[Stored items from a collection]
# # # # # # #
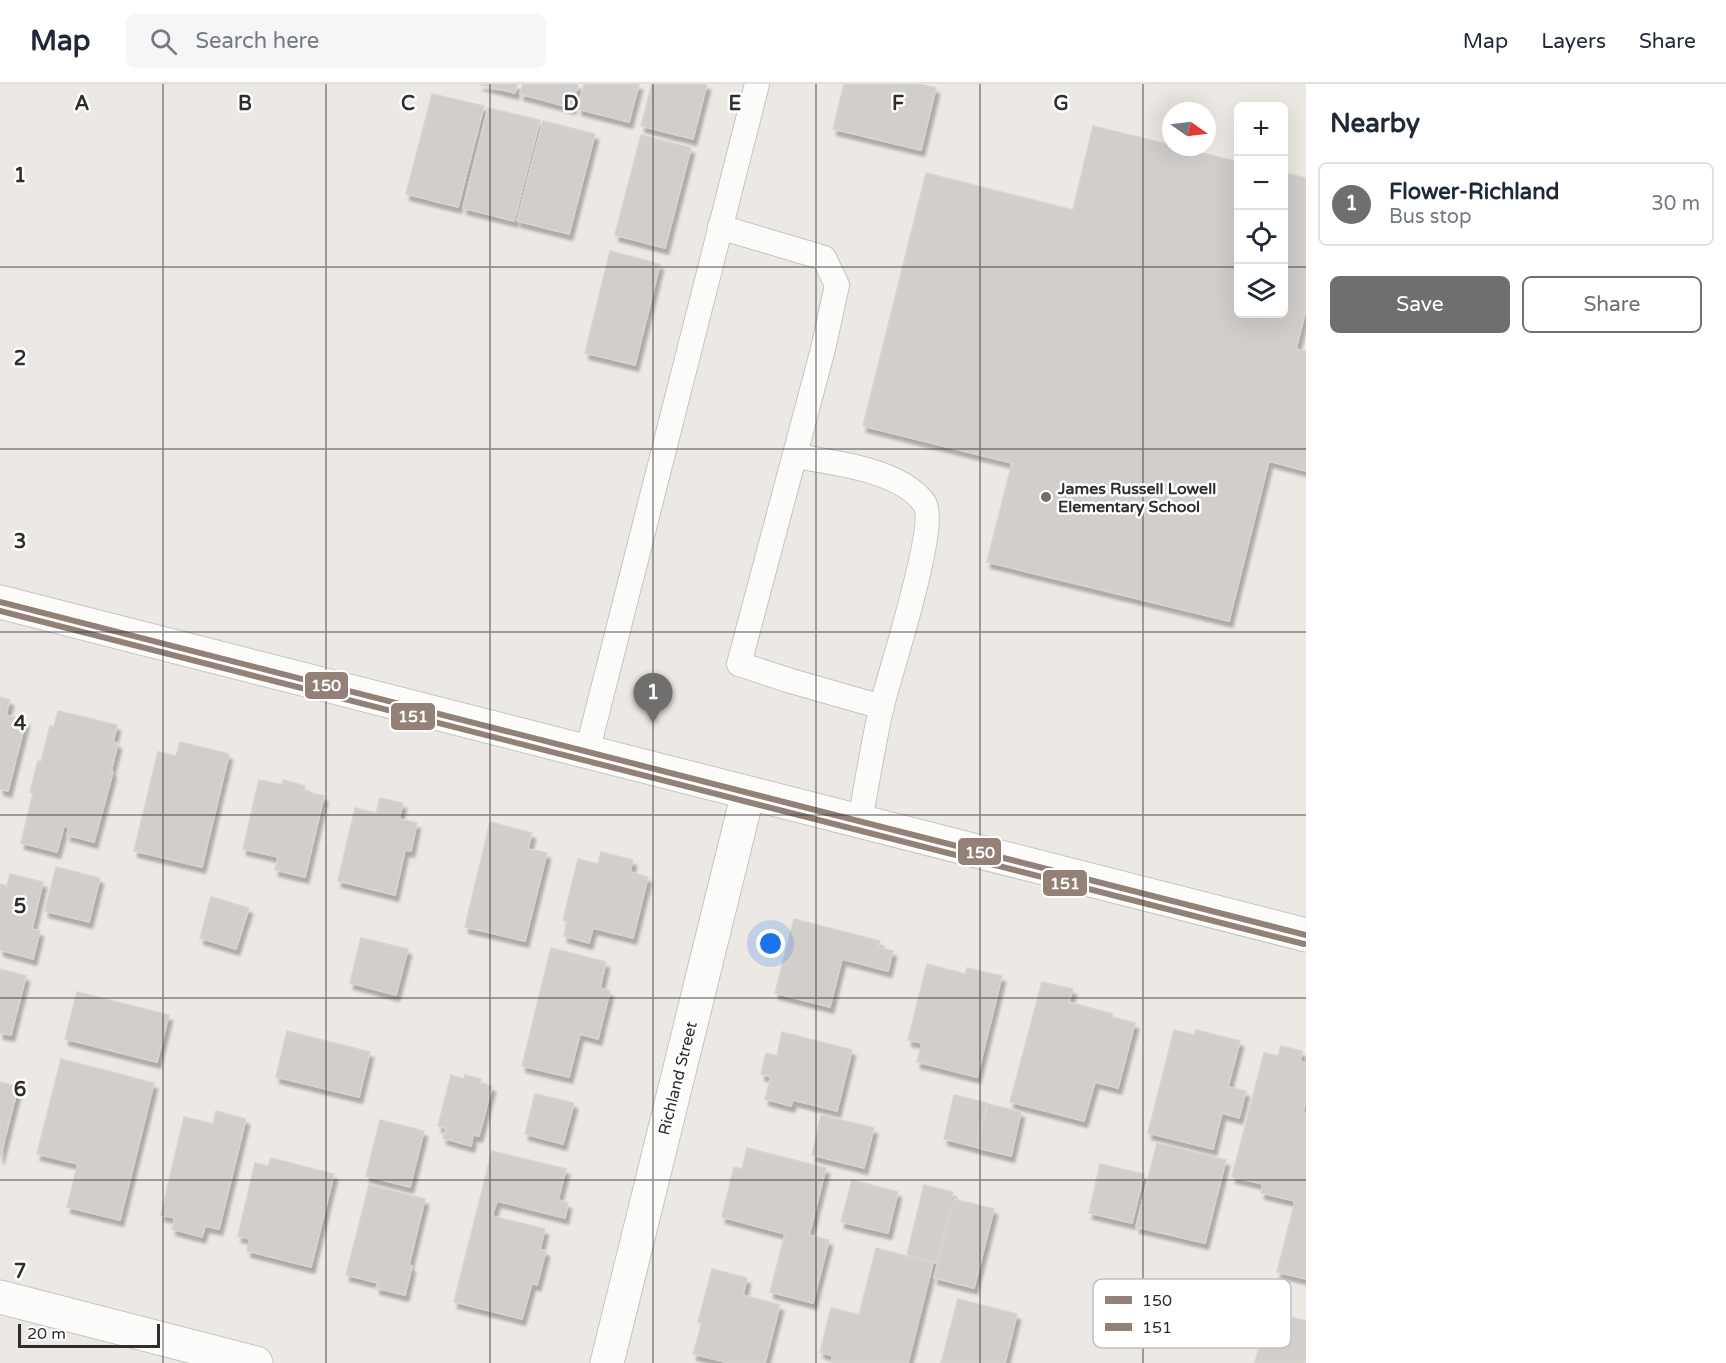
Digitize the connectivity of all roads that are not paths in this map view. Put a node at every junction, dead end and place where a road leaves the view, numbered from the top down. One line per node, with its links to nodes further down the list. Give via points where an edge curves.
1 (757, 84): 2 (lane)
2 (720, 227): 3 (lane, via 824,258 837,285); 6 (lane)
3 (795, 456): 5 (lane, via 852,465 907,486 926,505 928,526 920,564); 5 (lane, via 739,664)
4 (0, 602): 6 (street)
5 (882, 707): 8 (lane)
6 (587, 752): 7 (street)
7 (748, 793): 8 (street); 12 (street, Richland Street)
8 (860, 822): 9 (street)
9 (1306, 935)
10 (0, 1297): 11 (street)
11 (256, 1363)
12 (607, 1363)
# # # # # # #
- _Your assignment_: Print every entry exactly; omit the pictures.

- _Your response_:
Digitize the connectivity of all roads that are not paths in this map view. Put a node at every junction, dead end and place where a road leaves the view, numbered from the top down. One line per node, with its links to nodes further down the list. Give via points where an edge curves.
1 (757, 84): 2 (lane)
2 (720, 227): 3 (lane, via 824,258 837,285); 6 (lane)
3 (795, 456): 5 (lane, via 852,465 907,486 926,505 928,526 920,564); 5 (lane, via 739,664)
4 (0, 602): 6 (street)
5 (882, 707): 8 (lane)
6 (587, 752): 7 (street)
7 (748, 793): 8 (street); 12 (street, Richland Street)
8 (860, 822): 9 (street)
9 (1306, 935)
10 (0, 1297): 11 (street)
11 (256, 1363)
12 (607, 1363)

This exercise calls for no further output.